- Supplied records:

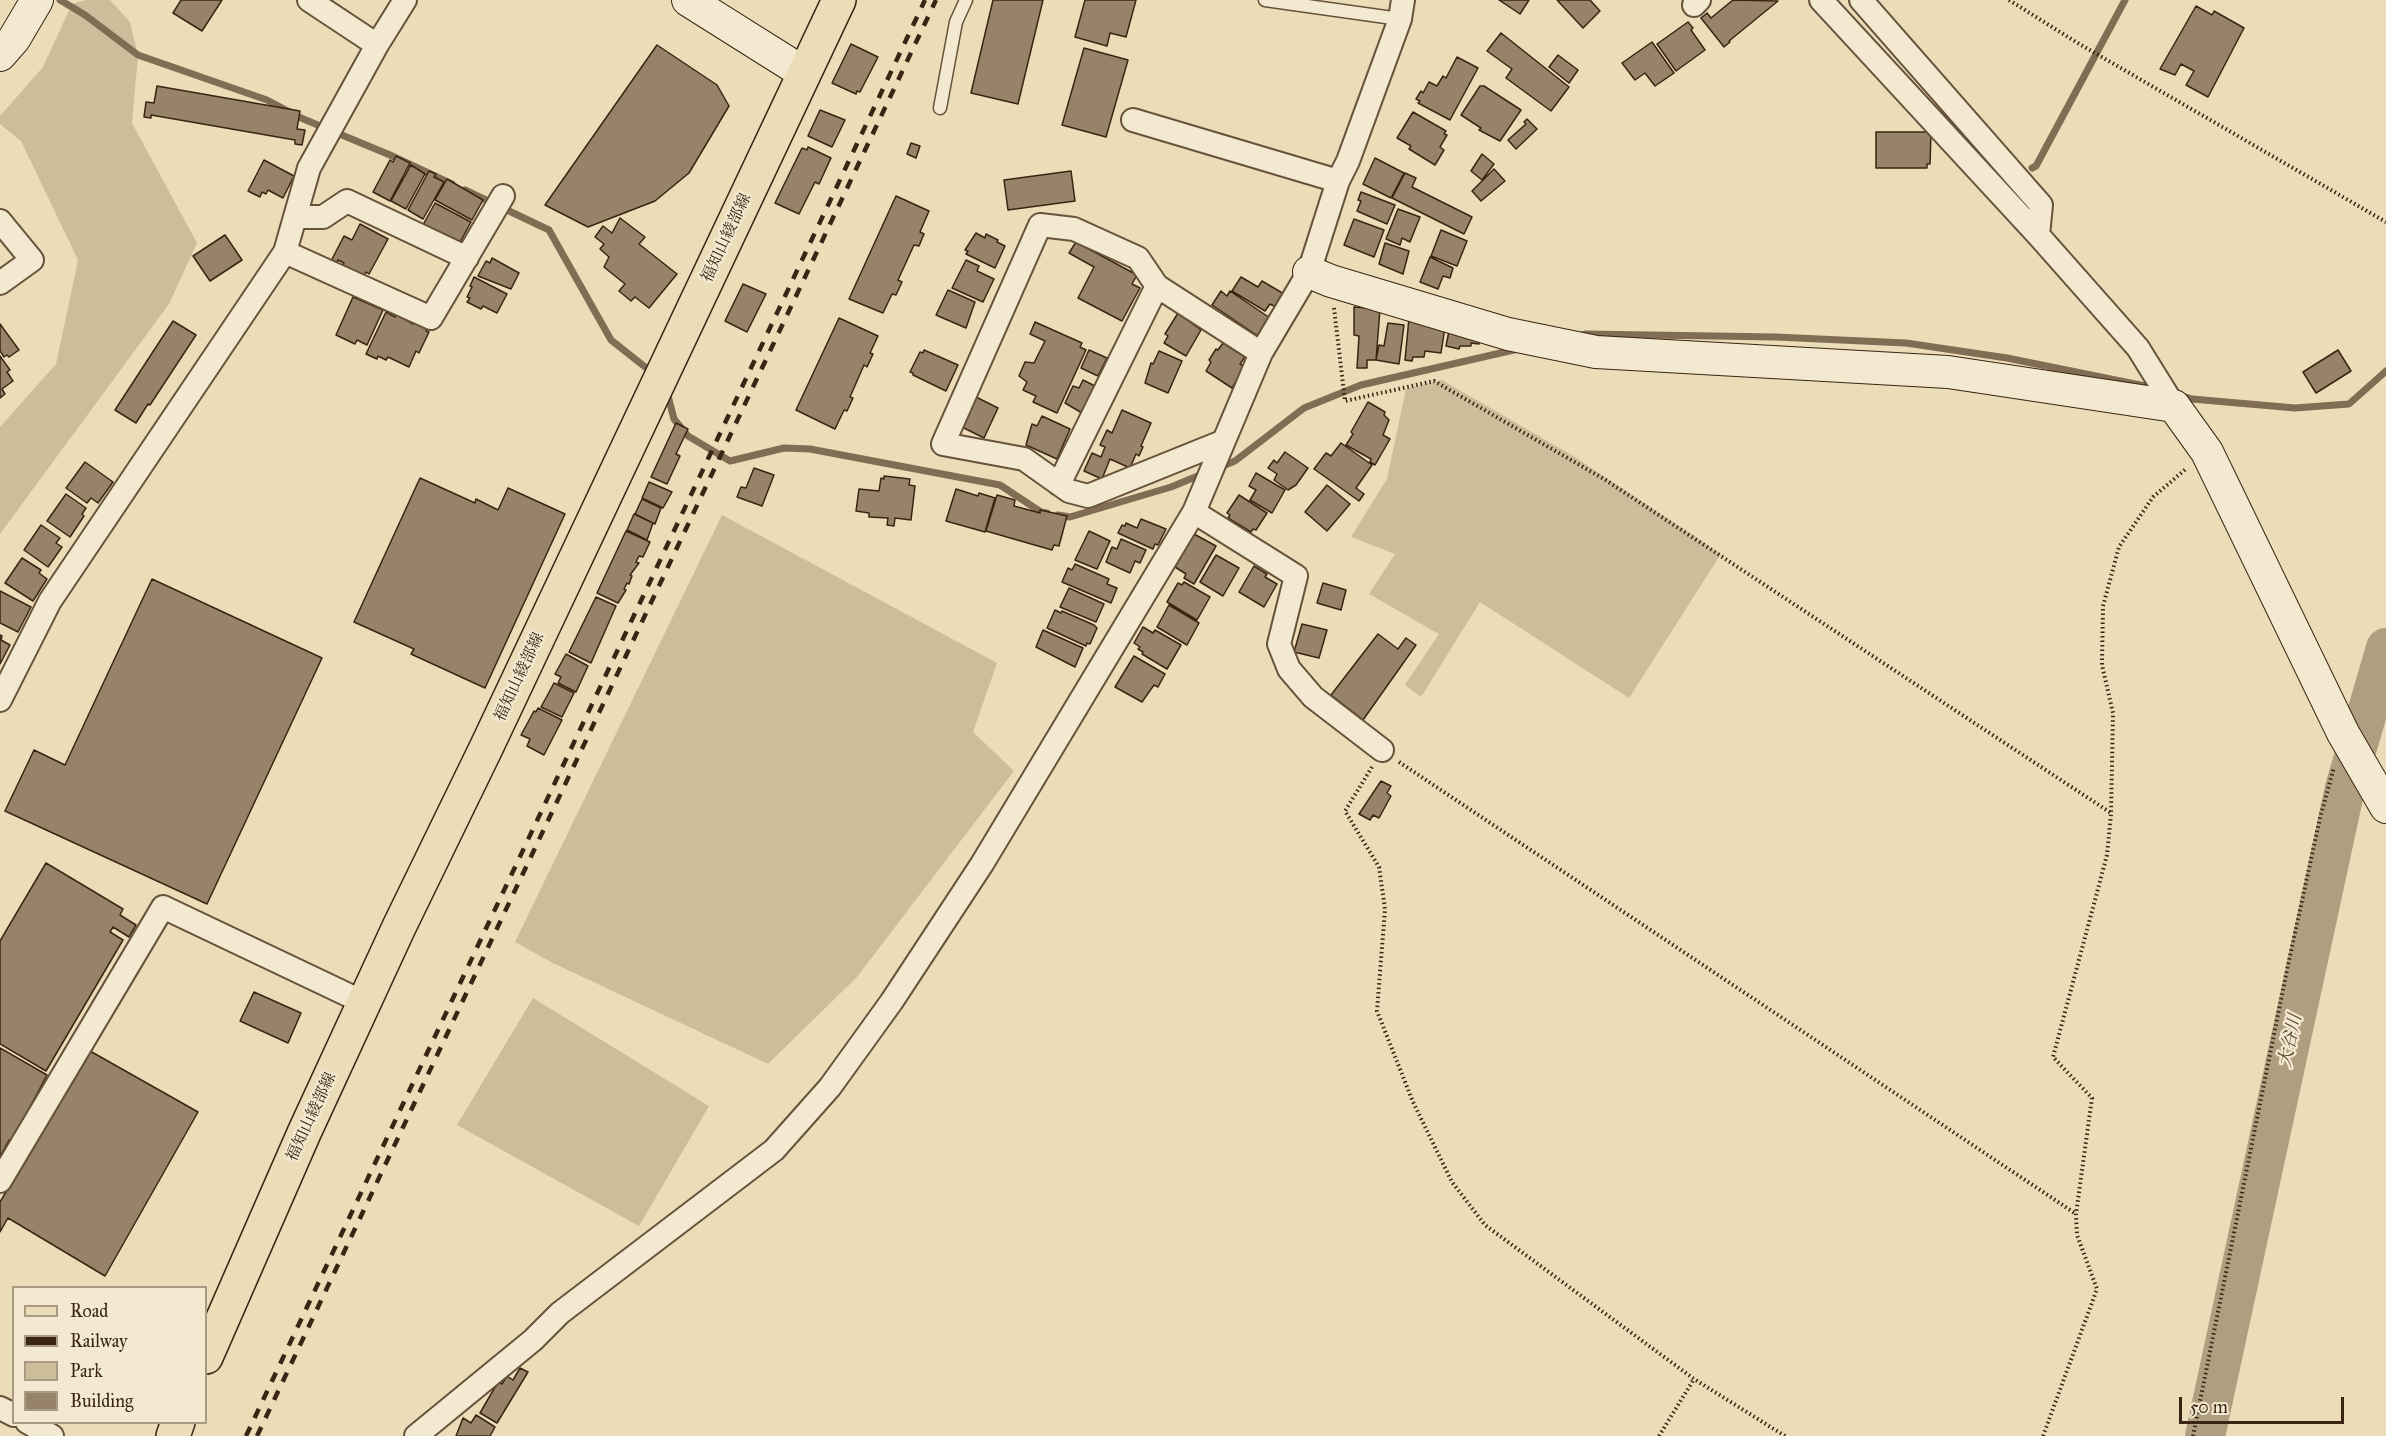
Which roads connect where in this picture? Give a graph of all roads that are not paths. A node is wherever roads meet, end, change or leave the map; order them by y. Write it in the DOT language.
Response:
graph roads {
  1 [pos="37,0"];
  2 [pos="309,0"];
  3 [pos="405,0"];
  4 [pos="688,0"];
  5 [pos="839,0"];
  6 [pos="966,0"];
  7 [pos="1265,0"];
  8 [pos="1821,0"];
  9 [pos="1861,0"];
  10 [pos="1401,10"];
  11 [pos="377,45"];
  12 [pos="0,55"];
  13 [pos="804,73"];
  14 [pos="940,108"];
  15 [pos="1133,120"];
  16 [pos="1338,181"];
  17 [pos="503,196"];
  18 [pos="295,217"];
  19 [pos="0,221"];
  20 [pos="2038,235"];
  21 [pos="285,252"];
  22 [pos="466,258"];
  23 [pos="1320,276"];
  24 [pos="0,283"];
  25 [pos="1157,285"];
  26 [pos="1261,353"];
  27 [pos="2174,406"];
  28 [pos="1219,449"];
  29 [pos="1059,484"];
  30 [pos="1196,504"];
  31 [pos="0,700"];
  32 [pos="1382,750"];
  33 [pos="2386,807"];
  34 [pos="365,1003"];
  35 [pos="0,1181"];
  36 [pos="207,1355"];
  37 [pos="31,1424"];
  38 [pos="52,1436"];
  39 [pos="416,1436"];
  1 -- 12 [label="street"];
  2 -- 11 [label="street"];
  3 -- 11 [label="street"];
  4 -- 13 [label="street"];
  5 -- 13 [label="main road, 福知山綾部線"];
  6 -- 14 [label="lane"];
  7 -- 10 [label="lane"];
  8 -- 20 [label="street"];
  9 -- 20 [label="street"];
  10 -- 16 [label="street"];
  11 -- 18 [label="street"];
  13 -- 34 [label="main road, 福知山綾部線"];
  15 -- 16 [label="street"];
  16 -- 23 [label="street"];
  17 -- 22 [label="street"];
  18 -- 21 [label="street"];
  18 -- 22 [label="street"];
  19 -- 24 [label="street"];
  20 -- 27 [label="street"];
  21 -- 22 [label="street"];
  21 -- 31 [label="street"];
  23 -- 26 [label="street"];
  23 -- 27 [label="street"];
  25 -- 26 [label="street"];
  25 -- 29 [label="street"];
  25 -- 29 [label="street"];
  26 -- 28 [label="street"];
  27 -- 33 [label="street"];
  28 -- 29 [label="street"];
  28 -- 30 [label="street"];
  30 -- 32 [label="street"];
  30 -- 39 [label="street"];
  34 -- 35 [label="street"];
  34 -- 36 [label="main road, 福知山綾部線"];
  37 -- 38 [label="street"];
}
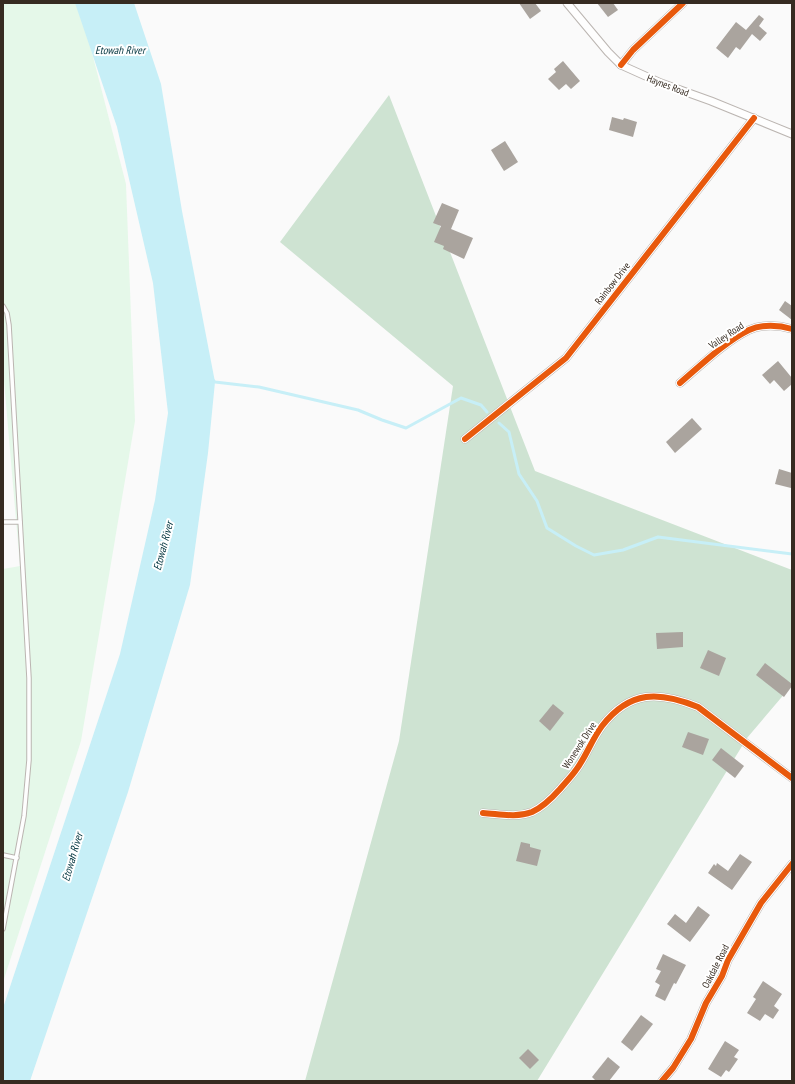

- Work to complete: Every line of the listing that holds "福知山綾部線" should be found and copied.

- Result:
  5 -- 13 [label="main road, 福知山綾部線"];
  13 -- 34 [label="main road, 福知山綾部線"];
  34 -- 36 [label="main road, 福知山綾部線"];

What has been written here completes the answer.